Havana

28 January 2014

Secretary-General's remarks to students at Escuela Latinoamericana de Medicina

Ban Ki-Moon, Former Secretary-General

Muchas gracias por su hospitalidad.  [Thank you very much for your hospitality].

I have really enjoyed this beautiful dance and music.  Thank you very much.

In Latin America and particularly in Cuba, music and dance [have] well-known characteristics and music and dance really make you happy.  And when you are happy, you become healthy.

In my country Korea, I have seen many doctors who are really talented in dancing and singing music.

I have [proof] here in Cuba that medical students and doctors are very talented.  This seems to be a truth which we have seen today.

I know you are coming from many different countries, but you are studying with the help of Cuban people and government medical science.

I know that many people are coming for medical training, and also many people are coming for actual treatment.

I am not here for getting any medical treatment, but I was treated nicely yesterday by Cubans.  I had my hair cut in Cuba.  So that is why I took off my hat to show how handsome I am looking.

Anyway, you should know how lucky, how happy and how fortunate a people you are, being trained in this most advance medical school in the world.

As you know health and also protecting human lives from preventable and treatable diseases – that is one of our top priorities in the Millennium Development Goals.

There are millions of children who cannot celebrate their fifth birthday.

There are many women who die just to give another life.

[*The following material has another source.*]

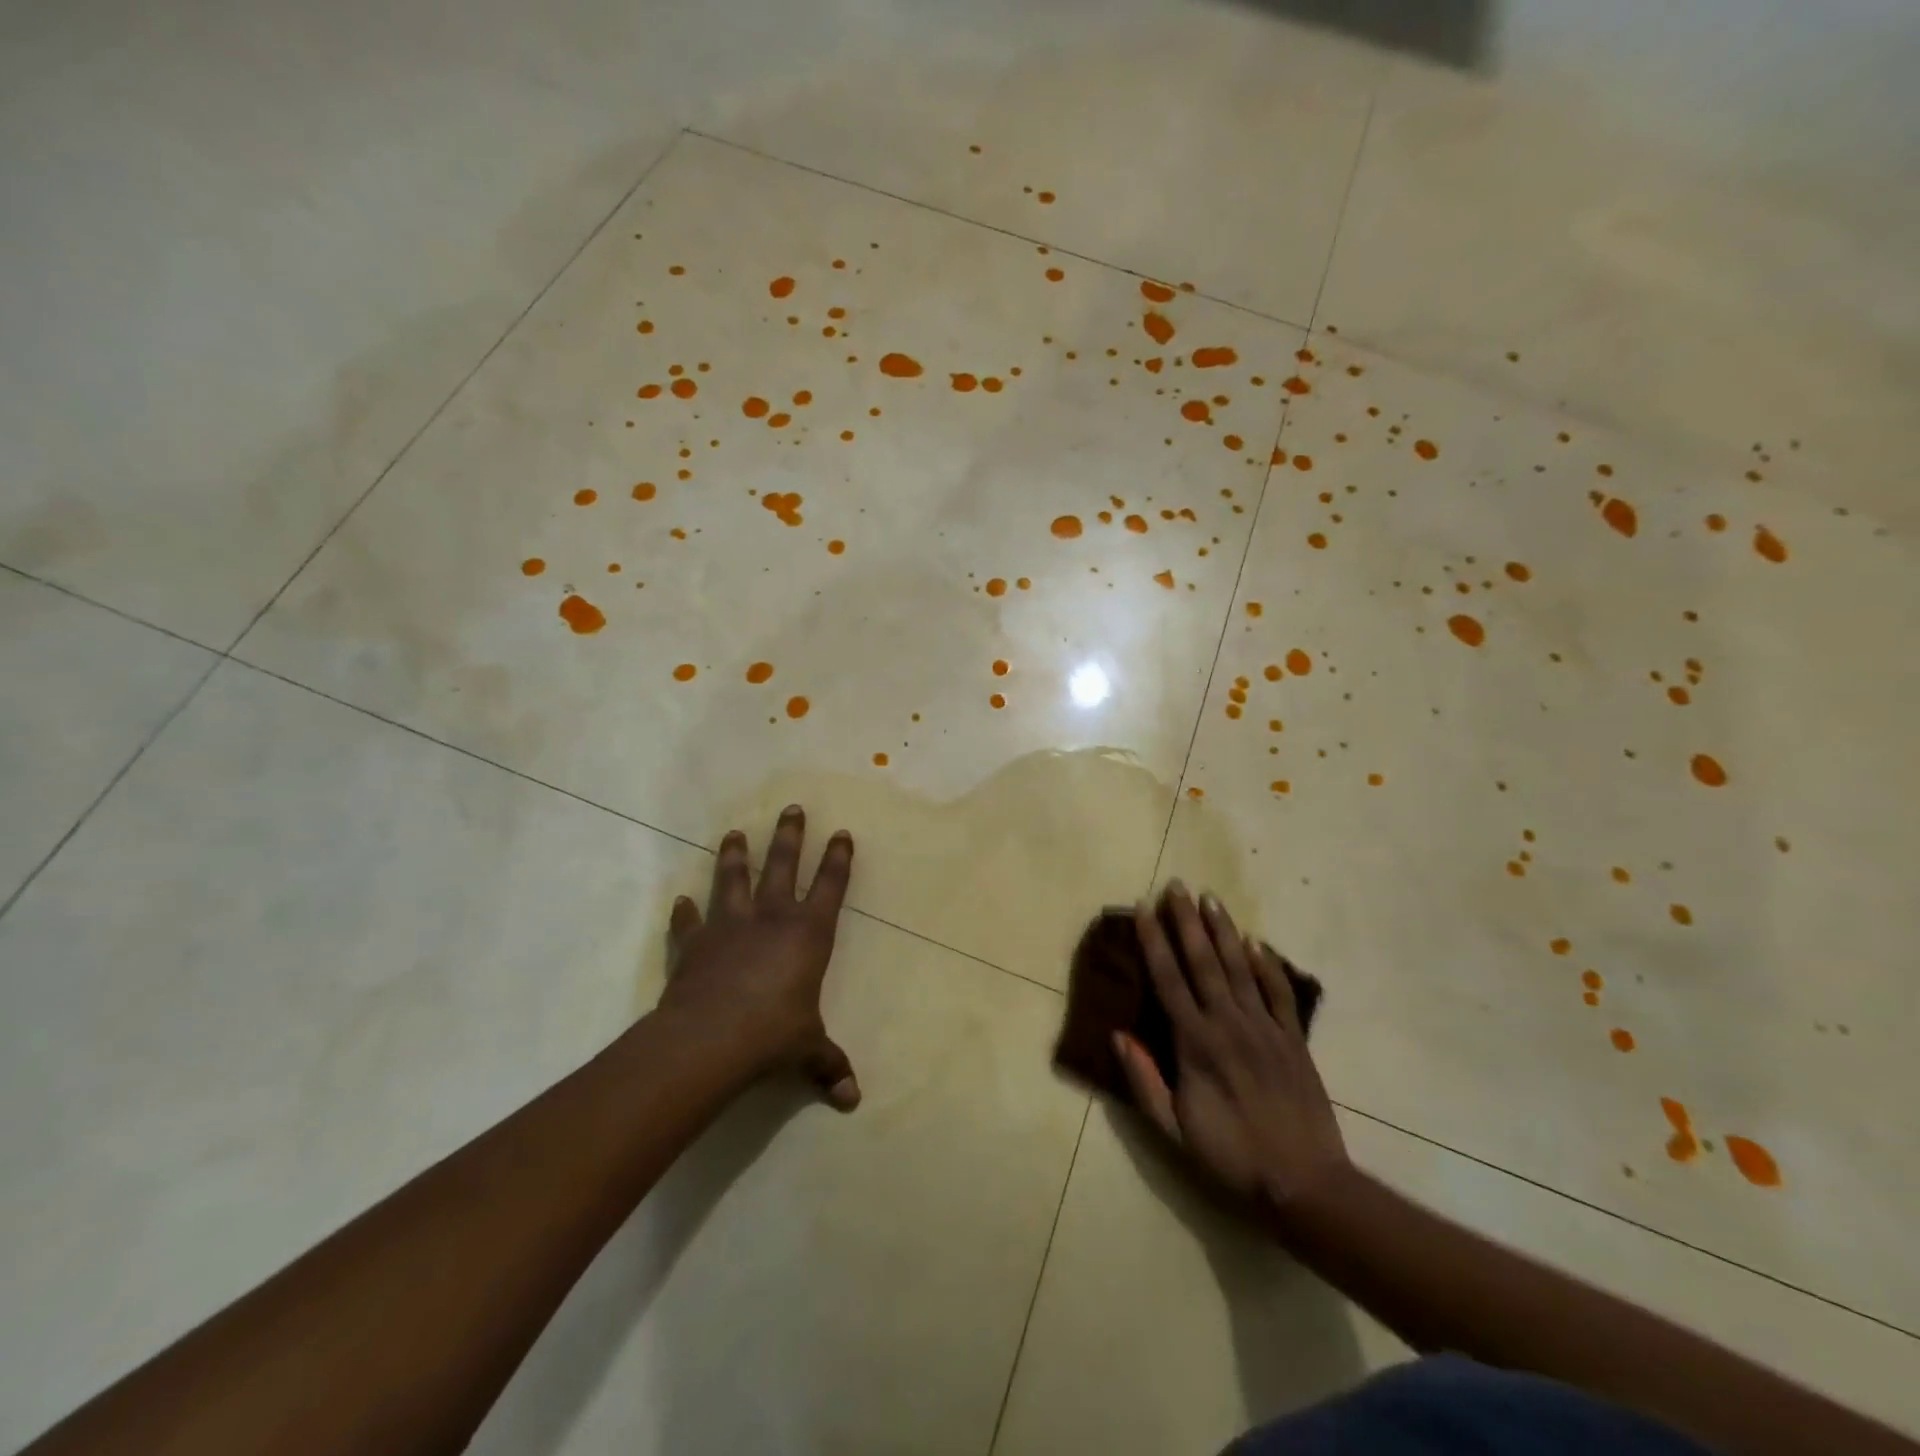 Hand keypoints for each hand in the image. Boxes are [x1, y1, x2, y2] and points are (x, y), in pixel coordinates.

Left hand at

There are many girls who die needlessly from preventable diseases.

So in that regard, how to save our human lives, who will die needlessly from preventable and treatable diseases - that is one of the United Nations’ goals and the priorities.

That is what Cuban people are doing here in Cuba and all around the world.  I have seen for myself as the Secretary-General, travelling around the world, how hard and how generously Cuban doctors are helping people live.

Just a few years ago, in Haiti, [the] Cuban Medical Brigade came, and they saved tens of thousands of people who might have died.

In many African countries, it is the Cuban doctors who really save lives. 

While it is very sad to see so many people still die, I think at this time you should feel very lucky and fortunate that you have such an opportunity for learning and getting trained in Cuba.

When I was in Korea immediately after the Korean War – I was a young boy – at that time, there were no Cuban doctors in Korea.

I was one of the very malnourished boys.  And a lot of my friends died from preventable diseases at that time.

We didn’t even have classrooms.  We didn’t have textbooks.  We didn’t have anything.  We didn’t have much to eat.  We were very hungry. 

But we were also very hungry and thirsty for studying.

That’s why I am now serving as the Secretary-General -- just being hungry for knowledge and education.

Now this is exactly what you are doing, exactly what the Cuban government is providing to you.

So what you have to do – I am asking you all students – learn as much as you can, and take this opportunity as much as you can. 

And let’s work with me and with the United Nations to make this world much, much healthier, and much, much stronger, where: there will be no women, no girls who will die needlessly from delivering babies; there will be no children who will be hungry; there will be no children who will die from malaria, tuberculosis, and all [the] preventable diseases. 

I see, from your faces, from this school, a much brighter, and much happier, much harmonious, stronger and healthier world.